Spaces:

Michelvh
/

dutch-questgen

Sleeping

File size: 3,856 Bytes

import gradio as gr
from transformers import T5ForConditionalGeneration, T5TokenizerFast
import nltk
from nltk import tokenize

nltk.download('punkt')

checkpoint = "yhavinga/t5-base-dutch"
tokenizer = T5TokenizerFast.from_pretrained(checkpoint)
tokenizer.sep_token = '<sep>'
tokenizer.add_tokens(['<sep>'])

hfmodel = T5ForConditionalGeneration.from_pretrained("Michelvh/t5-end2end-questions-generation-dutch")

def hf_run_model(input_string, **generator_args):
    generator_args = {
    "max_length": 256,
    "num_beams": 4,
    "length_penalty": 1.5,
    "no_repeat_ngram_size": 3,
    "early_stopping": True,
    "num_return_sequences": 1,
    }
    input_string = "generate questions: " + input_string + " </s>"
    input_ids = tokenizer.encode(input_string, return_tensors="pt")
    res = hfmodel.generate(input_ids, **generator_args)
    output = tokenizer.batch_decode(res, skip_special_tokens=True)
    output = [item.split("<sep>") for item in output]
    return output


def chunk_text(text, framesize=5):
    sentences = tokenize.sent_tokenize(text)
    frames = []
    lastindex = len(sentences) - framesize + 1
    for index in range(lastindex):
        frames.append(" ".join(sentences[index:index+framesize]))
    return frames


def flatten(l):
    return [item for sublist in l for item in sublist]

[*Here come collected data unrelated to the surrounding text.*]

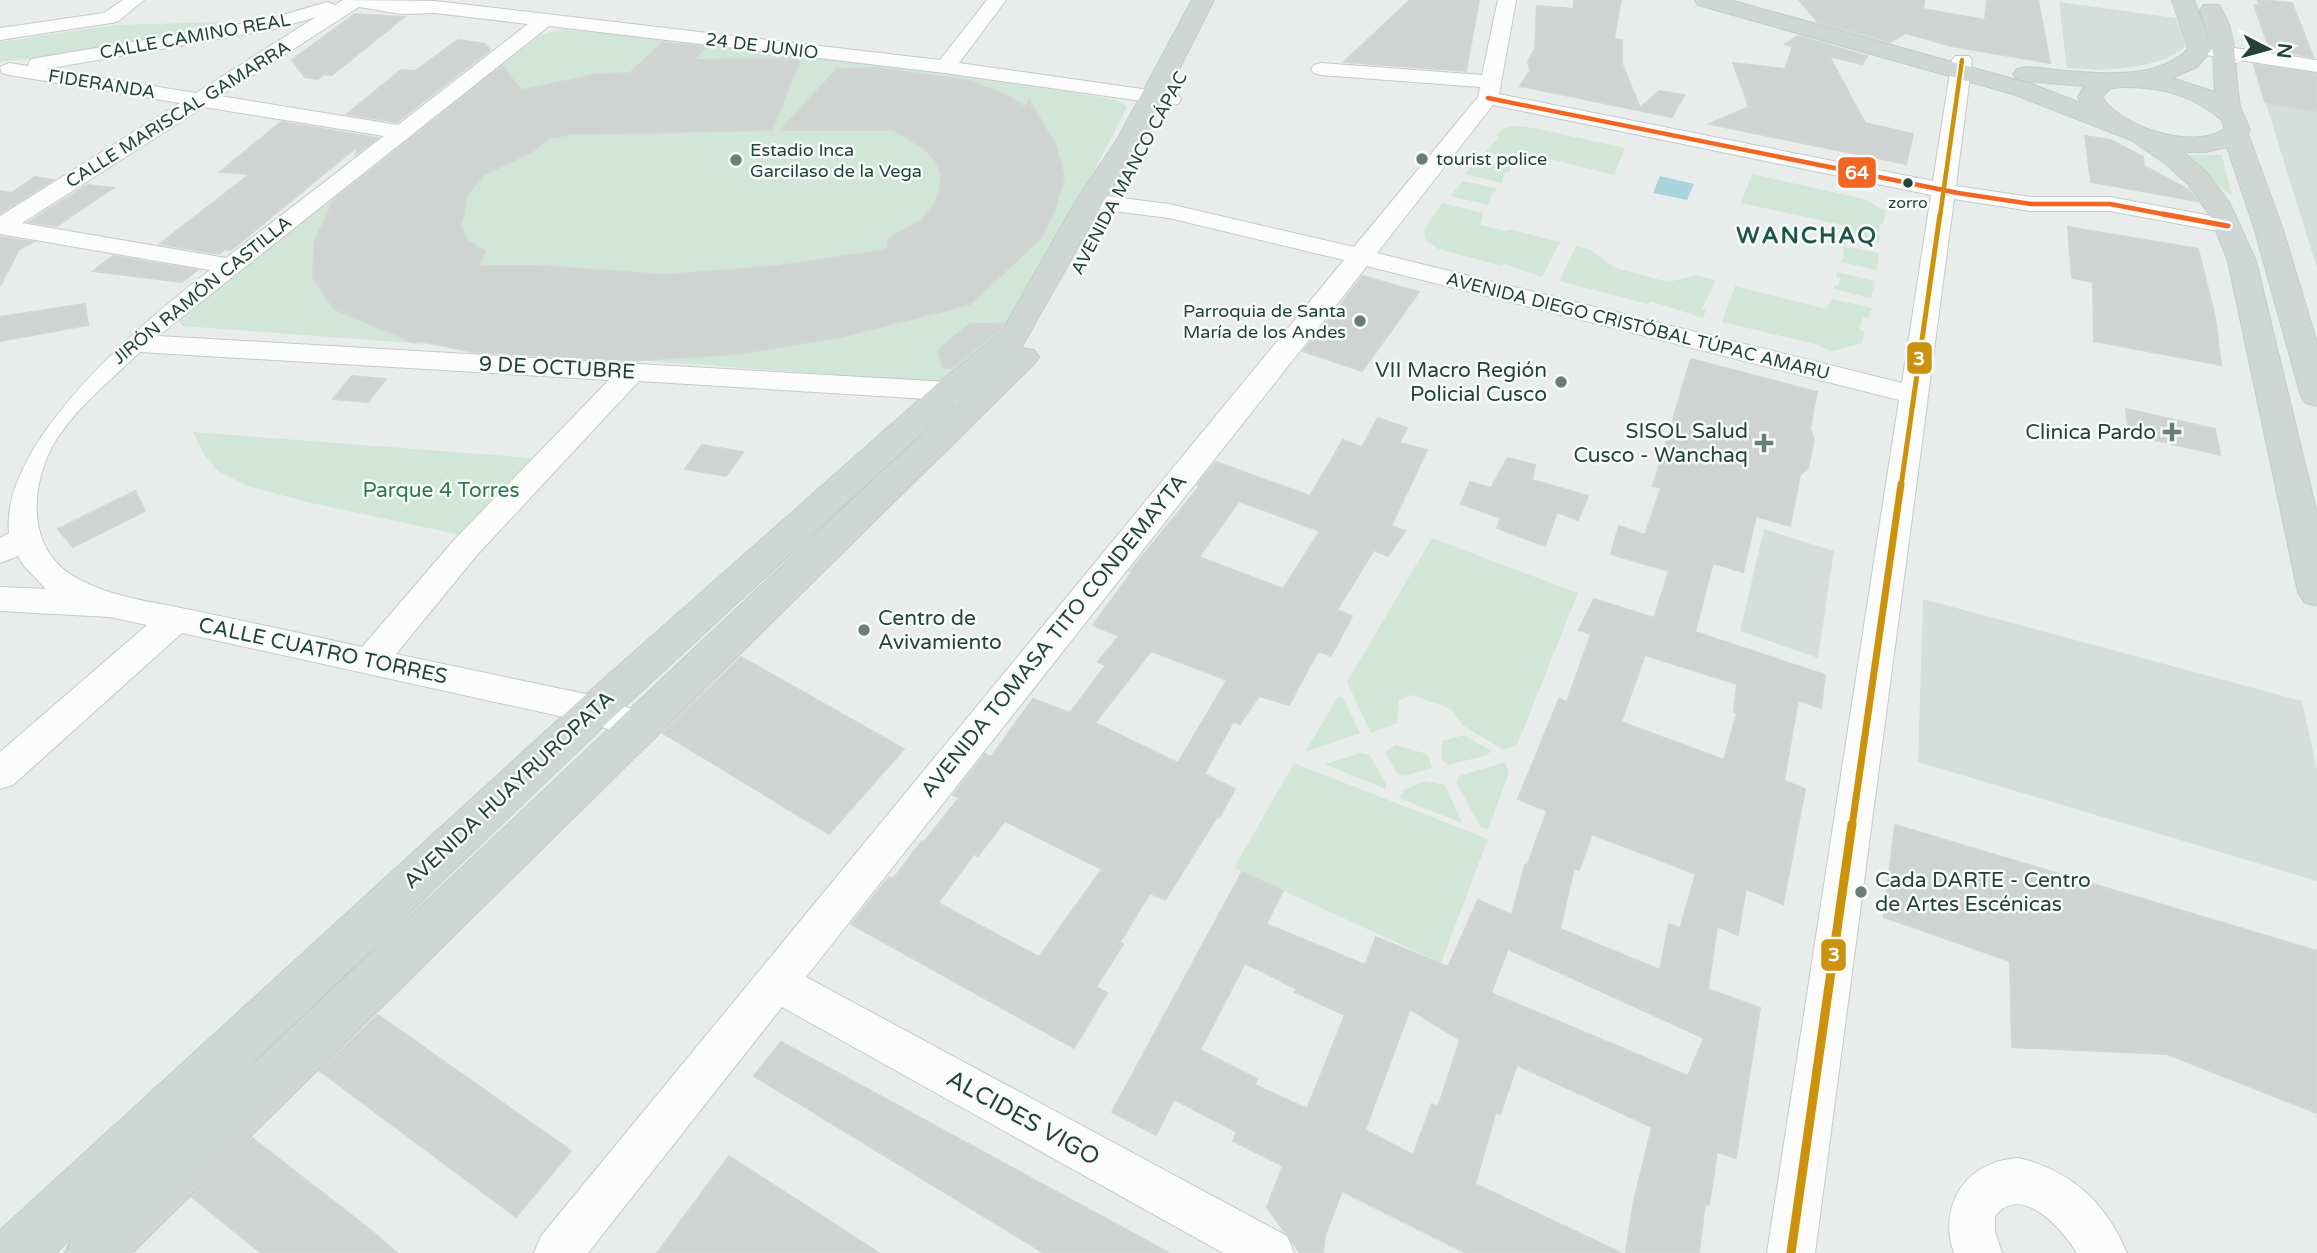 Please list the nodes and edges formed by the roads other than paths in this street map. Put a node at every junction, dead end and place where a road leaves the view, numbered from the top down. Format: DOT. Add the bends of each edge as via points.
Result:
graph roads {
  1 [pos="91,0"];
  2 [pos="135,0"];
  3 [pos="351,0"];
  4 [pos="399,0"];
  5 [pos="983,0"];
  6 [pos="997,0"];
  7 [pos="1203,0"];
  8 [pos="1218,0"];
  9 [pos="1507,0"];
  10 [pos="1706,0"];
  11 [pos="1761,0"];
  12 [pos="2183,0"];
  13 [pos="2206,0"];
  14 [pos="435,7"];
  15 [pos="544,21"];
  16 [pos="60,25"];
  17 [pos="0,34"];
  18 [pos="2200,49"];
  19 [pos="2232,53"];
  20 [pos="1961,66"];
  21 [pos="2317,66"];
  22 [pos="938,67"];
  23 [pos="1321,69"];
  24 [pos="3,71"];
  25 [pos="2124,80"];
  26 [pos="1490,90"];
  27 [pos="1162,98"];
  28 [pos="200,99"];
  29 [pos="2231,122"];
  30 [pos="2127,129"];
  31 [pos="402,132"];
  32 [pos="1944,190"];
  33 [pos="1101,202"];
  34 [pos="2228,226"];
  35 [pos="0,227"];
  36 [pos="1361,256"];
  37 [pos="231,266"];
  38 [pos="1024,342"];
  39 [pos="133,343"];
  40 [pos="632,372"];
  41 [pos="1914,396"];
  42 [pos="2317,396"];
  43 [pos="964,397"];
  44 [pos="13,545"];
  45 [pos="2317,592"];
  46 [pos="0,599"];
  47 [pos="110,605"];
  48 [pos="177,619"];
  49 [pos="370,661"];
  50 [pos="595,710"];
  51 [pos="642,727"];
  52 [pos="0,774"];
  53 [pos="776,982"];
  54 [pos="16,1253"];
  55 [pos="93,1253"];
  56 [pos="558,1253"];
  57 [pos="1270,1253"];
  58 [pos="1791,1253"];
  59 [pos="1979,1253"];
  60 [pos="2103,1253"];
  1 -- 16 [label="street"];
  2 -- 16 [label="street" via="110,18"];
  3 -- 14 [label="street, 24 DE JUNIO" via="401,8"];
  3 -- 24 [label="street, CALLE CAMINO REAL" via="271,24"];
  3 -- 28 [label="street, CALLE MARISCAL GAMARRA"];
  4 -- 14 [label="street"];
  5 -- 22 [label="street"];
  6 -- 22 [label="street"];
  7 -- 27 [label="main road, AVENIDA MANCO CÁPAC"];
  8 -- 27 [label="main road, AVENIDA MANCO CÁPAC"];
  9 -- 26 [label="street, AVENIDA TOMASA TITO CONDEMAYTA"];
  10 -- 20 [label="main road"];
  11 -- 20 [label="main road"];
  12 -- 18 [label="main road"];
  13 -- 19 [label="main road"];
  14 -- 15 [label="street, 24 DE JUNIO"];
  15 -- 22 [label="street, 24 DE JUNIO"];
  15 -- 31 [label="street, JIRÓN RAMÓN CASTILLA"];
  16 -- 17 [label="street"];
  18 -- 19 [label="street"];
  18 -- 25 [label="main road" via="2179,67"];
  19 -- 21 [label="street"];
  19 -- 29 [label="main road"];
  20 -- 25 [label="main road" via="2043,77"];
  20 -- 30 [label="main road"];
  20 -- 32 [label="street"];
  22 -- 27 [label="street, 24 DE JUNIO"];
  23 -- 26 [label="street"];
  24 -- 28 [label="street, FIDERANDA"];
  25 -- 29 [label="main road" via="2204,96"];
  25 -- 30 [label="main road" via="2097,86 2090,97 2098,112"];
  26 -- 32 [label="street"];
  26 -- 36 [label="street, AVENIDA TOMASA TITO CONDEMAYTA"];
  27 -- 33 [label="main road, AVENIDA MANCO CÁPAC"];
  28 -- 31 [label="street, FIDERANDA"];
  28 -- 35 [label="street, CALLE MARISCAL GAMARRA"];
  29 -- 30 [label="main road" via="2222,142 2197,145"];
  29 -- 42 [label="main road" via="2268,227"];
  30 -- 34 [label="main road" via="2173,157 2196,178"];
  31 -- 37 [label="street, JIRÓN RAMÓN CASTILLA"];
  32 -- 34 [label="street" via="2031,204 2110,204"];
  32 -- 41 [label="street"];
  33 -- 36 [label="street, AVENIDA DIEGO CRISTÓBAL TÚPAC AMARU" via="1169,211"];
  33 -- 38 [label="main road, AVENIDA MANCO CÁPAC"];
  34 -- 45 [label="main road" via="2242,261"];
  35 -- 37 [label="street"];
  36 -- 41 [label="street, AVENIDA DIEGO CRISTÓBAL TÚPAC AMARU"];
  36 -- 53 [label="street, AVENIDA TOMASA TITO CONDEMAYTA"];
  37 -- 39 [label="street, JIRÓN RAMÓN CASTILLA"];
  38 -- 43 [label="main road, AVENIDA HUAYRUROPATA"];
  39 -- 40 [label="street, 9 DE OCTUBRE"];
  39 -- 44 [label="street, JIRÓN RAMÓN CASTILLA" via="64,409 42,439 27,469 20,502 22,526"];
  40 -- 43 [label="street, 9 DE OCTUBRE"];
  40 -- 49 [label="street" via="466,547"];
  41 -- 58 [label="street"];
  43 -- 50 [label="main road, AVENIDA HUAYRUROPATA"];
  43 -- 51 [label="main road, AVENIDA HUAYRUROPATA"];
  44 -- 47 [label="street, JIRÓN RAMÓN CASTILLA" via="35,558 58,582"];
  46 -- 47 [label="street, CALLE CUATRO TORRES"];
  47 -- 48 [label="street, CALLE CUATRO TORRES"];
  48 -- 49 [label="street, CALLE CUATRO TORRES"];
  48 -- 52 [label="street"];
  49 -- 50 [label="street, CALLE CUATRO TORRES"];
  50 -- 51 [label="street, CALLE CUATRO TORRES"];
  50 -- 54 [label="main road, AVENIDA HUAYRUROPATA"];
  51 -- 55 [label="main road, AVENIDA HUAYRUROPATA"];
  53 -- 56 [label="street, AVENIDA TOMASA TITO CONDEMAYTA"];
  53 -- 57 [label="street, ALCIDES VIGO"];
  59 -- 60 [label="street" via="1969,1219 1975,1202 1992,1187 2017,1180 2050,1193 2074,1211 2094,1232"];
}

def run_model_with_frames(text, framesize=4, overlap=3, progress=gr.Progress()):
    if overlap > framesize:
        return "Overlap should be smaller than batch size"
    frames = create_frames(text, framesize, overlap)
    progress(0, desc="Starting...", total=len(frames))
    counter = 0
    result = set()
    for frame in frames:
        questions = flatten(hf_run_model(frame))
        for question in questions:
            result.add(question.strip())
        counter += 1
        progress(counter, desc="Generating...")
    output_string = ""
    for entry in result:
        output_string += entry
        output_string += "\n"
    progress=(counter, desc="Done")
    return output_string


def create_frames(text, framesize=4, overlap=3):
    sentences = tokenize.sent_tokenize(text)
    frames = []
    stepsize = framesize - overlap
    index = 0
    sentenceslength = len(sentences)
    while index < sentenceslength:
        endindex = index + framesize
        if endindex >= sentenceslength:
            frame = " ".join(sentences[-framesize:])
            index = sentenceslength
        else:
            frame = " ".join(sentences[index:endindex])
            index += stepsize
        frames.append(frame)
    return frames


def ensure_questionmark(question):
    if question.endswith("?"):
        return question
    return question + "?"

description = """
Input some Dutch text and click the button to generate some questions! 
The model is currently set up to generate as many questions, but this 
can take a couple of minutes so have some patience ;)
The optimal text lenght is porbably around 8-10 lines. Longer text 
will obviously take longer. Please keep in mind that this is a work in 
progress and might still be a little bit buggy."""

with gr.Blocks() as iface:
    gr.Markdown(description)
    context = gr.Textbox(label="Input text")
    frame_size = gr.Number(value=5, label="Batch size", info="Size of the subparts that are used to generate questions. Increase to speed up the generation", precision=0)
    overlap = gr.Number(value=4, label="Overlap", info="Overlap between batches. Should be bigger than batch size. Decrease to speed up generation", precision=0)
    questions = gr.Textbox(label="Questions")
    generate_btn = gr.Button("Generate questions")
    generate_btn.click(fn=run_model_with_frames, inputs=[context, frame_size, overlap], outputs=questions, api_name="generate_questions")

#iface = gr.Interface(fn=run_model_with_frames, inputs="text", outputs="text")
iface.launch()